Task goal:
Could you write out the records below exactly as they appear?

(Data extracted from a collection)
== == ==
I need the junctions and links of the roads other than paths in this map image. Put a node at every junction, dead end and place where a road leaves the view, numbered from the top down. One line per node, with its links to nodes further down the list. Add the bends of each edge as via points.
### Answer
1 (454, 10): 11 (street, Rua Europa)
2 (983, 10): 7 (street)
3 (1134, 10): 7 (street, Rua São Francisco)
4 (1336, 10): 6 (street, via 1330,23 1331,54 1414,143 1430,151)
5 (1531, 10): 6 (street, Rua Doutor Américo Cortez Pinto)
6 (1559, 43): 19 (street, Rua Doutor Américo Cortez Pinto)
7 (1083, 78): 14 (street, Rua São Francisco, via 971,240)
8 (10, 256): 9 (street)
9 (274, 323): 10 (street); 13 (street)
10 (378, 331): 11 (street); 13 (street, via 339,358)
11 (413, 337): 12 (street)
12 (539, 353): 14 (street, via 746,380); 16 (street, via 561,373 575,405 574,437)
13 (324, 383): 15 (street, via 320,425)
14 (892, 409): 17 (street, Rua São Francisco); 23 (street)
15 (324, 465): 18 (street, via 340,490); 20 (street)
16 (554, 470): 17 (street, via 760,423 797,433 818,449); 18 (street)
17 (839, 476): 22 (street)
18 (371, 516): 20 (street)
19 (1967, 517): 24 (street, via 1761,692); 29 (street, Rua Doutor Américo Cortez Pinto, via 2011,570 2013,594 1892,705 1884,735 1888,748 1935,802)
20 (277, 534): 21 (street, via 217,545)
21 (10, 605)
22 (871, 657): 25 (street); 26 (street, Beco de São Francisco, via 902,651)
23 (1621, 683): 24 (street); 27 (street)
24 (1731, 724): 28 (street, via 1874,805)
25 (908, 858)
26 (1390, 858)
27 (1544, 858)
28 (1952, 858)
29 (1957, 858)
== == ==
Response:
I need the junctions and links of the roads other than paths in this map image. Put a node at every junction, dead end and place where a road leaves the view, numbered from the top down. One line per node, with its links to nodes further down the list. Add the bends of each edge as via points.
### Answer
1 (454, 10): 11 (street, Rua Europa)
2 (983, 10): 7 (street)
3 (1134, 10): 7 (street, Rua São Francisco)
4 (1336, 10): 6 (street, via 1330,23 1331,54 1414,143 1430,151)
5 (1531, 10): 6 (street, Rua Doutor Américo Cortez Pinto)
6 (1559, 43): 19 (street, Rua Doutor Américo Cortez Pinto)
7 (1083, 78): 14 (street, Rua São Francisco, via 971,240)
8 (10, 256): 9 (street)
9 (274, 323): 10 (street); 13 (street)
10 (378, 331): 11 (street); 13 (street, via 339,358)
11 (413, 337): 12 (street)
12 (539, 353): 14 (street, via 746,380); 16 (street, via 561,373 575,405 574,437)
13 (324, 383): 15 (street, via 320,425)
14 (892, 409): 17 (street, Rua São Francisco); 23 (street)
15 (324, 465): 18 (street, via 340,490); 20 (street)
16 (554, 470): 17 (street, via 760,423 797,433 818,449); 18 (street)
17 (839, 476): 22 (street)
18 (371, 516): 20 (street)
19 (1967, 517): 24 (street, via 1761,692); 29 (street, Rua Doutor Américo Cortez Pinto, via 2011,570 2013,594 1892,705 1884,735 1888,748 1935,802)
20 (277, 534): 21 (street, via 217,545)
21 (10, 605)
22 (871, 657): 25 (street); 26 (street, Beco de São Francisco, via 902,651)
23 (1621, 683): 24 (street); 27 (street)
24 (1731, 724): 28 (street, via 1874,805)
25 (908, 858)
26 (1390, 858)
27 (1544, 858)
28 (1952, 858)
29 (1957, 858)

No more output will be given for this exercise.